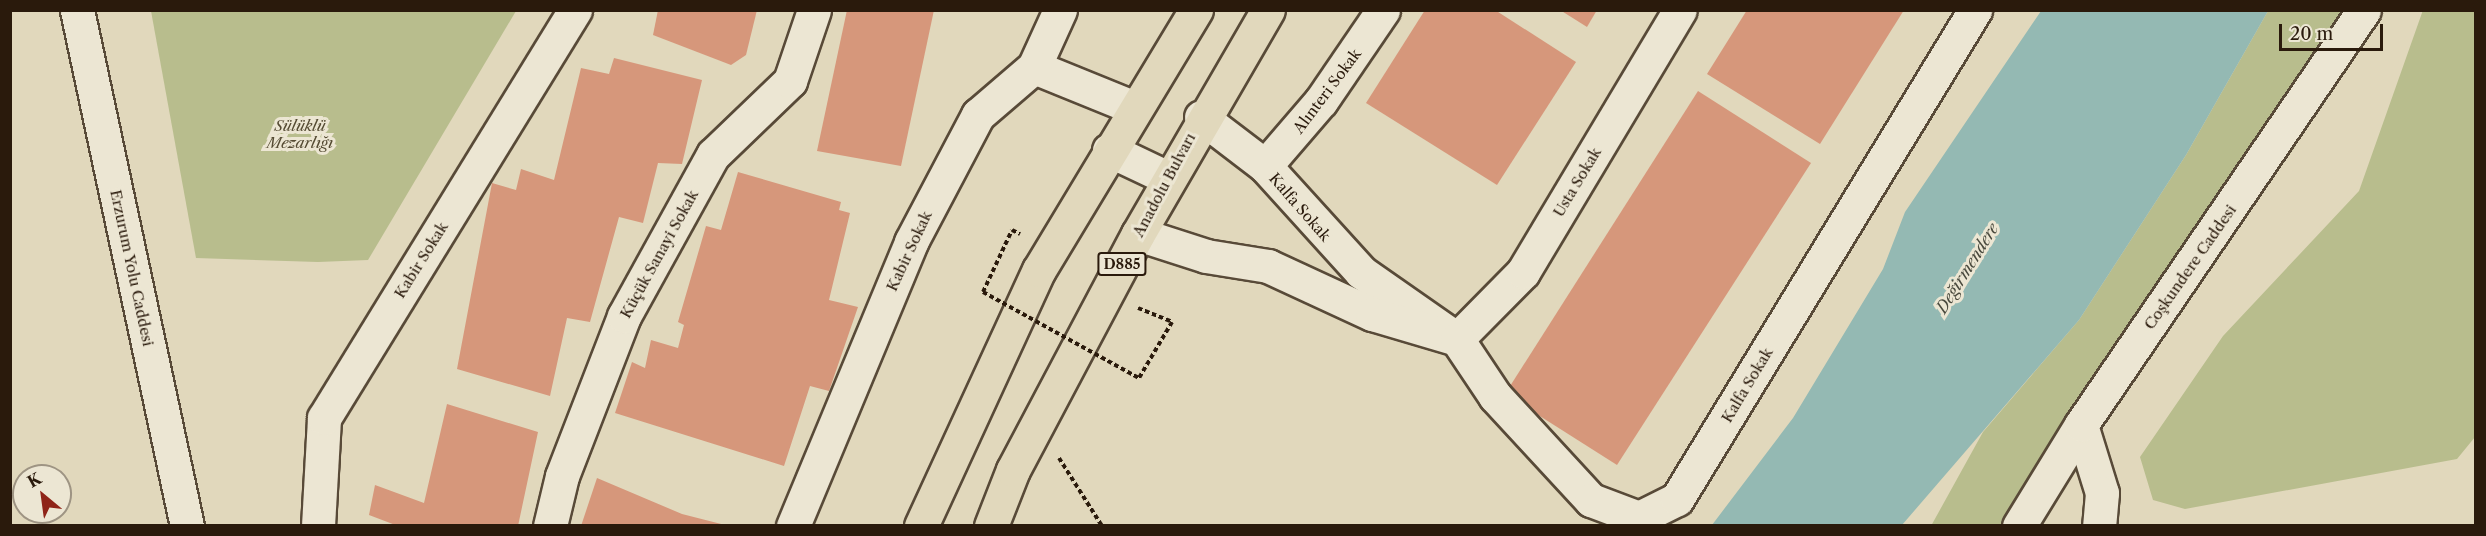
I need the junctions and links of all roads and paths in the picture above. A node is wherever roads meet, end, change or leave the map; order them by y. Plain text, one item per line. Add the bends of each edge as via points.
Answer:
1 (77, 10) edge
2 (574, 10) edge
3 (814, 10) edge
4 (1060, 10) edge
5 (1196, 10) edge
6 (1268, 10) edge
7 (1383, 10) edge
8 (1680, 10) edge
9 (1975, 10) edge
10 (2364, 10) edge
11 (1034, 67) junction
12 (1135, 108) junction
13 (1201, 117) junction
14 (1109, 150) junction
15 (1264, 166) junction
16 (1168, 178) junction
17 (1012, 230) dead end
18 (1138, 234) junction
19 (1172, 322) dead end
20 (1457, 339) junction
21 (1037, 423) junction
22 (2081, 425) junction
23 (187, 525) edge
24 (318, 525) edge
25 (550, 525) edge
26 (793, 525) edge
27 (921, 525) edge
28 (991, 525) edge
29 (1102, 525) edge
30 (2019, 525) edge
31 (2100, 525) edge

1 - 23 street, Erzurum Yolu Caddesi
2 - 24 street, Kabir Sokak via 324,418
3 - 25 street, Küçük Sanayi Sokak via 790,81 713,155 624,316 562,476
4 - 11 street, Kabir Sokak
5 - 12 highway
6 - 13 highway, Anadolu Bulvarı / D885
7 - 15 street, Alınteri Sokak via 1321,101
8 - 20 street, Usta Sokak via 1523,272
9 - 20 street, Kalfa Sokak via 1677,499 1639,518 1591,500 1495,396
10 - 22 street, Coşkundere Caddesi
11 - 12 street
11 - 26 street, Kabir Sokak via 978,115 911,242
12 - 14 highway
13 - 15 street, Kalfa Sokak
13 - 16 highway, Anadolu Bulvarı / D885
14 - 16 street
14 - 27 highway via 1039,270
15 - 20 street, Kalfa Sokak via 1361,272
16 - 18 highway, Anadolu Bulvarı / D885
17 - 19 path, bridge via 983,292 1139,378
18 - 20 street via 1206,256 1268,266 1372,315
18 - 21 highway, Anadolu Bulvarı / D885
21 - 28 highway, Anadolu Bulvarı / D885
21 - 29 path
22 - 30 street, Coşkundere Caddesi
22 - 31 street via 2102,493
————
**PROMPT:**
All lines of the data above that include the word "Kabir" must be shown.

**WRITTEN REPLY:**
2 - 24 street, Kabir Sokak via 324,418
4 - 11 street, Kabir Sokak
11 - 26 street, Kabir Sokak via 978,115 911,242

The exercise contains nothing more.